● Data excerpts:

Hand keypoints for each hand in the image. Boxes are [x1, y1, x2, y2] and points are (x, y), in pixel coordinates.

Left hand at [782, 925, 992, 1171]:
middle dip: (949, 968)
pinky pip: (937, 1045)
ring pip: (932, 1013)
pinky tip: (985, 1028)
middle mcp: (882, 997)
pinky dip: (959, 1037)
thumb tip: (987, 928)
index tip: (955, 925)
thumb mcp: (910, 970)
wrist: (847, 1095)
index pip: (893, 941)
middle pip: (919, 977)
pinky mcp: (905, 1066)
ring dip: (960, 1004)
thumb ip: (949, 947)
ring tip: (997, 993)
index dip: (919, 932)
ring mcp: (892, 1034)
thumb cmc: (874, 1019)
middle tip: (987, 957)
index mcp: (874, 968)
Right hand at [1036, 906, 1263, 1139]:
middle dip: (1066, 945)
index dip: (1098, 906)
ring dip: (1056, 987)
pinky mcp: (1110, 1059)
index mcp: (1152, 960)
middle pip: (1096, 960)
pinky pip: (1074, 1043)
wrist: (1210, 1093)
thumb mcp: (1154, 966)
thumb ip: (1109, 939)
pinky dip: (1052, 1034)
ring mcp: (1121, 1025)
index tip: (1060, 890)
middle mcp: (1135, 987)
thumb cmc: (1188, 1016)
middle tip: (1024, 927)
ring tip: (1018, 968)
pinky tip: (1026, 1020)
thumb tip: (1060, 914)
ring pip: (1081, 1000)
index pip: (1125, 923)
==
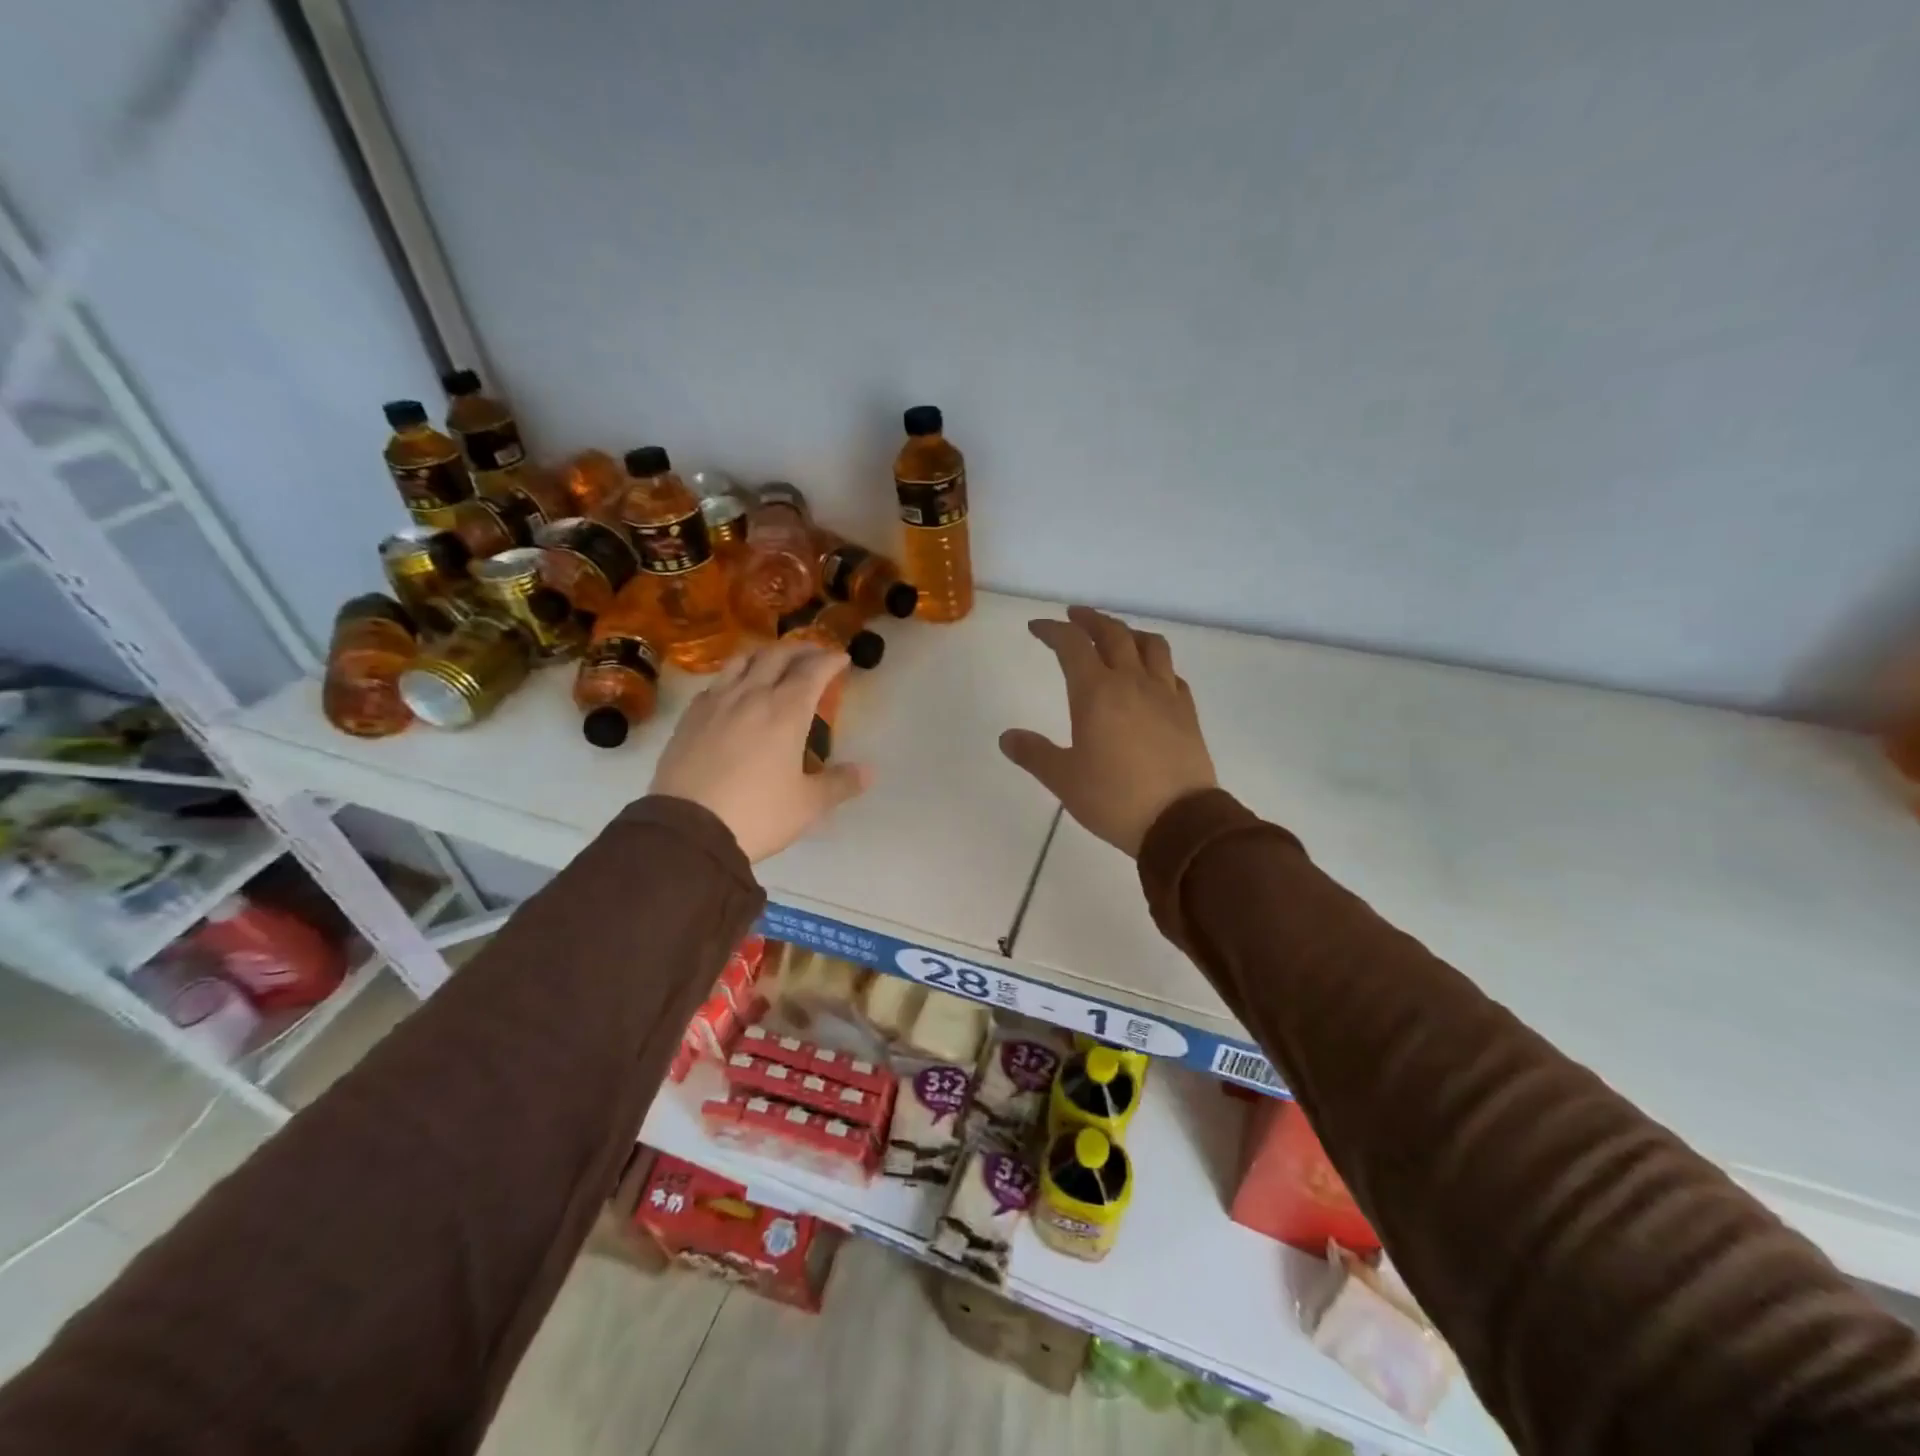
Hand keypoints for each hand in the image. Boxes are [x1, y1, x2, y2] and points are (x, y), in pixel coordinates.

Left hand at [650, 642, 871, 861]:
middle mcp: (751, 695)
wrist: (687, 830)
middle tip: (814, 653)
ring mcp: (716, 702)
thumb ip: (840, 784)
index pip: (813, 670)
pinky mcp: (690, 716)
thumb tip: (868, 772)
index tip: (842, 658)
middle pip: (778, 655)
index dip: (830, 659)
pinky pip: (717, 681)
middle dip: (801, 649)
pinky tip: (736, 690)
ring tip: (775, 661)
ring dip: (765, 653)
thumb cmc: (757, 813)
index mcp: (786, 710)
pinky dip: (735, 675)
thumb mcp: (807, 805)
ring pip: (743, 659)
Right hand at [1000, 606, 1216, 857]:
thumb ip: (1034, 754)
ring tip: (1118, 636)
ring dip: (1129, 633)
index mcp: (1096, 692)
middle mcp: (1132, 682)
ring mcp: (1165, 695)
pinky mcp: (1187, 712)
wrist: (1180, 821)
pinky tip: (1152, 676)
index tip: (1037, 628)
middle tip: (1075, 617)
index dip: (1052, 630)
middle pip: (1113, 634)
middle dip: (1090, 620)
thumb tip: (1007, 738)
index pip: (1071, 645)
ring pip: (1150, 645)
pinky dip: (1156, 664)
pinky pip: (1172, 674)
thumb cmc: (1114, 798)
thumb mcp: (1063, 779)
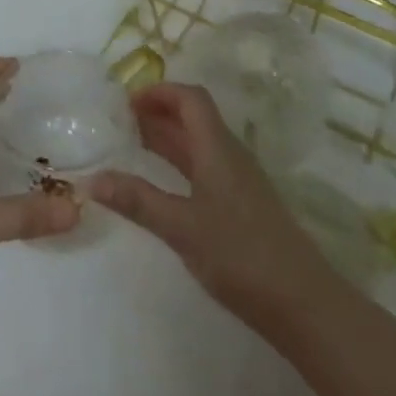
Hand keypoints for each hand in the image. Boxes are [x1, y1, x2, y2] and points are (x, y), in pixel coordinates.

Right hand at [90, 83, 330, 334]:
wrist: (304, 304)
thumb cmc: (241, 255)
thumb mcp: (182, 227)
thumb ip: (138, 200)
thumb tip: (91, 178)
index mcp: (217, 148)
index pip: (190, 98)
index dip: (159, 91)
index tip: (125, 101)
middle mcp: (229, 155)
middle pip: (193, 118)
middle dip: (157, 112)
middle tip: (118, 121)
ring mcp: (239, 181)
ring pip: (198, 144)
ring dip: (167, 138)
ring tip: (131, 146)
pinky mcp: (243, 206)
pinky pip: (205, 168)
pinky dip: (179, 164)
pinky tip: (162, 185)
---
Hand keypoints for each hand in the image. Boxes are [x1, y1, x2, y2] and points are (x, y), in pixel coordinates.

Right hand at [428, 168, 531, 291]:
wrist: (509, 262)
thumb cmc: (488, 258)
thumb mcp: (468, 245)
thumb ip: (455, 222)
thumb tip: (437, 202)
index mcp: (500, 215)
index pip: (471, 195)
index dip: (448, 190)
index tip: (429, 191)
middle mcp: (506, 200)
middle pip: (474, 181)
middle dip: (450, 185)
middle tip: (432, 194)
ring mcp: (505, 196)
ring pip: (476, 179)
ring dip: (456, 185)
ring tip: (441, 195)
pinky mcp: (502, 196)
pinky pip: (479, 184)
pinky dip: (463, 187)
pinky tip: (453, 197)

● TASK TO COMPLETE:
Looking at the data above, return every line from the one with "thumb tip: (437, 202)" down to the one with "pinky tip: (453, 197)", exactly and inclusively.

● REPLY TO THE EXERCISE:
thumb tip: (437, 202)
index mcp: (500, 215)
index pip: (471, 195)
index dip: (448, 190)
index tip: (429, 191)
middle mcp: (506, 200)
middle pip: (474, 181)
middle dip: (450, 185)
middle tip: (432, 194)
ring mcp: (505, 196)
ring pip: (476, 179)
ring dip: (456, 185)
ring tip: (441, 195)
pinky mcp: (502, 196)
pinky pip: (479, 184)
pinky dip: (463, 187)
pinky tip: (453, 197)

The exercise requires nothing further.